La Mer de Glace, menacée par la hausse des températures, risque de disparaître dans les prochaines décennies. Conscients de son érosion, de nombreux visiteurs s'y rendent pour admirer le glacier avant qu'il ne fonde.
C'est la première victime et principal témoin du dérèglement climatique. La Mer de Glace, plus grand glacier des Alpes françaises sur les hauteurs de Chamonix (Haute-Savoie), n'a plus son aspect bleuté d'antan. Grise, parsemée de cailloux, elle perd en moyenne 4 mètres d'épaisseur par an. "En haute montagne, on est aux avant-postes du réchauffement climatique", confirme Ludovic Ravanel, géomorphologue au laboratoire Edytem-CNRS.
Dans les Alpes, les températures augmentent deux fois plus vite que dans le reste du monde. "Au lieu de prendre 0,74 °C au cours du XXe siècle, à Chamonix, on a pris plus de 2 °C en moins d'un siècle.

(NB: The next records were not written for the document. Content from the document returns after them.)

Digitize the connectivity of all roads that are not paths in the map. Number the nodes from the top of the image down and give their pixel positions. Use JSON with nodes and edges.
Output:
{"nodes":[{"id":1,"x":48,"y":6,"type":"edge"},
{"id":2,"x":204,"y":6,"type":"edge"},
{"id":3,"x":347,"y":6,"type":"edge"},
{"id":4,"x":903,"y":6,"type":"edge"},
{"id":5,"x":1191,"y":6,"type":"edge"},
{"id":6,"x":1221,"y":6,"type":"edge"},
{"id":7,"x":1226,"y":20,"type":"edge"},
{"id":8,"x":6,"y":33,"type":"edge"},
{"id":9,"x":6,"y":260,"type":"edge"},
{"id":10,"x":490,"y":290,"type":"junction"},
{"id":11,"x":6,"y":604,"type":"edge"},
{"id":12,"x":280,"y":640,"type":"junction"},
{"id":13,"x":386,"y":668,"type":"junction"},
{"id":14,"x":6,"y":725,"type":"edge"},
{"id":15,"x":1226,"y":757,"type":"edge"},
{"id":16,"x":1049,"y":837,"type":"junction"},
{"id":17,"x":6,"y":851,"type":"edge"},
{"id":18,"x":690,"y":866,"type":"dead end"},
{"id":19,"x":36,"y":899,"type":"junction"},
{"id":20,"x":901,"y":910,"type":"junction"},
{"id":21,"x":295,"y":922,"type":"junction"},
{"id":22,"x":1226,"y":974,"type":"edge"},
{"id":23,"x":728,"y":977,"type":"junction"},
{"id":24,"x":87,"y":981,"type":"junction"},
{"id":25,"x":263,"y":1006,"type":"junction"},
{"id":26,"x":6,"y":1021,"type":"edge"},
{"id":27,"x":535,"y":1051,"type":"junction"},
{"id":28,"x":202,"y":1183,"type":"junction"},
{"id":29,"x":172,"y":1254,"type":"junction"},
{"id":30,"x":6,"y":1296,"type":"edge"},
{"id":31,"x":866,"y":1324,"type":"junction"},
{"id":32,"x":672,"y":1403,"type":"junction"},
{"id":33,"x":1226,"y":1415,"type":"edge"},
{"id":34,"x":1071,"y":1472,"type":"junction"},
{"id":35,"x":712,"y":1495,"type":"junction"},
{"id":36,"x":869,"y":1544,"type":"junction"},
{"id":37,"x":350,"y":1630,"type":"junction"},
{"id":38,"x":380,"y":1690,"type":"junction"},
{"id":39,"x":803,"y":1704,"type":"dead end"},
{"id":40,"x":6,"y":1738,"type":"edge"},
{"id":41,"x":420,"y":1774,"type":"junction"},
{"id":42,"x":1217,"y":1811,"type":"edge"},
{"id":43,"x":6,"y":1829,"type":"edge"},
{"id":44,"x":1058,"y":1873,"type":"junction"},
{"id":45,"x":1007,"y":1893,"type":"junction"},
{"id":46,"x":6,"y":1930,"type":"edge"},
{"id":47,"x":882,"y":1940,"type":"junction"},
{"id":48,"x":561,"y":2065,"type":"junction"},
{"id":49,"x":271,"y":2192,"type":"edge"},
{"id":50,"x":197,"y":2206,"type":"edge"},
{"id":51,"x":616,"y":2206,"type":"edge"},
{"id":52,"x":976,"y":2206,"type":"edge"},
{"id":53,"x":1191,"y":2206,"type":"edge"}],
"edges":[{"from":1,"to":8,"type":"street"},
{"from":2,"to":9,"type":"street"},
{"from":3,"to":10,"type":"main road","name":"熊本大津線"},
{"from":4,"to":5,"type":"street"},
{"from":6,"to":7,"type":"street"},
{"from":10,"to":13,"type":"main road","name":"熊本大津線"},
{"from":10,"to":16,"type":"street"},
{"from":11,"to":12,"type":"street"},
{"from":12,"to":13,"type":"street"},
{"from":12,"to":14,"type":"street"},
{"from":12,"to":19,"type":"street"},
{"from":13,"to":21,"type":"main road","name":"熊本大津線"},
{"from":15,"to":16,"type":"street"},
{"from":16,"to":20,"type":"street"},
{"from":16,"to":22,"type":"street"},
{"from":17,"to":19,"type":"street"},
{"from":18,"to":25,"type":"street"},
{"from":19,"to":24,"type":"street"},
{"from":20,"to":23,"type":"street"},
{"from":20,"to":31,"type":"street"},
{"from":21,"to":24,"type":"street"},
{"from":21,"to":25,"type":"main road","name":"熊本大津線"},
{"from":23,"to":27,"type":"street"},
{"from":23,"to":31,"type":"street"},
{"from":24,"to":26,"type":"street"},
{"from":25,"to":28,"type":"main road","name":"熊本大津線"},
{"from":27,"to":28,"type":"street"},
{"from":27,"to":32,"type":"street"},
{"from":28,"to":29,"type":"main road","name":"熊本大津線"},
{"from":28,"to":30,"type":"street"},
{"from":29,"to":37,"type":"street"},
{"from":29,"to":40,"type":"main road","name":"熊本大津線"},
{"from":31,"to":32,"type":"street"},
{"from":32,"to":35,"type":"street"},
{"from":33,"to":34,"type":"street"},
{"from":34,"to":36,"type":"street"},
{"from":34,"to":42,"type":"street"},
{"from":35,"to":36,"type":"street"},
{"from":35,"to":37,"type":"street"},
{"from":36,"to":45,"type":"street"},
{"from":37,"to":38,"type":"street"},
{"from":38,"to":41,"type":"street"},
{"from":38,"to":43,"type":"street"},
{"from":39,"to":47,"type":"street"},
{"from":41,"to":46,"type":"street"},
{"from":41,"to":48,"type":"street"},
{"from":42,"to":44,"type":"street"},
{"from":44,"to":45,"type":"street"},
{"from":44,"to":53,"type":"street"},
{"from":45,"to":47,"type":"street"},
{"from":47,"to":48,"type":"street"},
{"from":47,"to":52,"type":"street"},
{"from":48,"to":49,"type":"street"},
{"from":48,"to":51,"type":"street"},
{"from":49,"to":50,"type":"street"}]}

Les glaciers sont en phase de retrait très important, les parois évoluent, le milieu global change très rapidement", complète le chercheur.
Disparition annoncée
Le 6e rapport du Groupe d'experts intergouvernemental sur l'évolution du climat (Giec) publié lundi 9 août montre que "les actions humaines peuvent encore déterminer l'évolution du climat à venir", impactant notamment la fonte des glaciers. Pour cela, les experts appellent à "des réductions fortes et soutenues des émissions de dioxyde de carbone (CO2) et d’autres gaz à effet de serre".
Laboratoire privilégié des scientifiques, la Mer de Glace est aussi une vitrine malheureuse du dérèglement climatique. Depuis plus de 20 ans, Ludovic Ravanel scrute le massif, analyse, commente et sensibilise. "On estime que d'ici une trentaine d'années, les deux glaciers qui alimentent la Mer de Glace vont se déconnecter. Donc la Mer de Glace, au sens cartographique, n'existera plus", prévient le géomorphologue devant un auditoire de visiteurs.
Le paysage évolue, les rapports des scientifiques sont de plus en plus alarmants mais sur la plateforme, les touristes s'interrogent. "Depuis l'existence de la Terre, il y a toujours eu des glaciations, des réchauffements, etc. Et il n'y avait pas d'homme sur Terre. Quelle est la part de l'homme dans ce phénomène ? Ca reste à discuter", commente un touriste.
Prise de conscience
Pour autant, Ludovic Ravanel note une prise de conscience du grand public. "Sur une décennie, on a perdu beaucoup de climatosceptiques, constate-t-il. Les gens voient cette évolution. La question de la part de l'homme dans ce réchauffement climatique n'est pas encore très claire dans l'esprit des gens mais la sensibilisation avance et ils sont de mieux en mieux informés."
Face à la disparition progressive des glaciers, un phénomène se développe dans les Alpes. "Les gens viennent voir un glacier avant qu'il ne disparaisse. Les parents, les grands-parents viennent avec leurs enfants, petits-enfants de manière à leur montrer cette masse de glace qui - ils le savent bien - aura disparu d'ici quelques décennies", ajoute Ludovic Ravanel. Un tourisme de la dernière chance alors que le sort des glaciers semble scellé.
Les experts du Giec estiment que le réchauffement planétaire pourrait excéder 1,5 °C dans les 20 prochaines années sans action forte pour l'endiguer. "La poursuite du réchauffement amplifiera le dégel du pergélisol et la perte de manteau neigeux saisonnier, la fonte des glaciers et des calottes glaciaires", peut-on lire dans leur rapport. Une telle hausse des températures conduirait à la déstabilisation de nombreux versants et la fonte des glaciers entraînerait la formation de lacs d'altitude pouvant menacer certaines vallées habitées.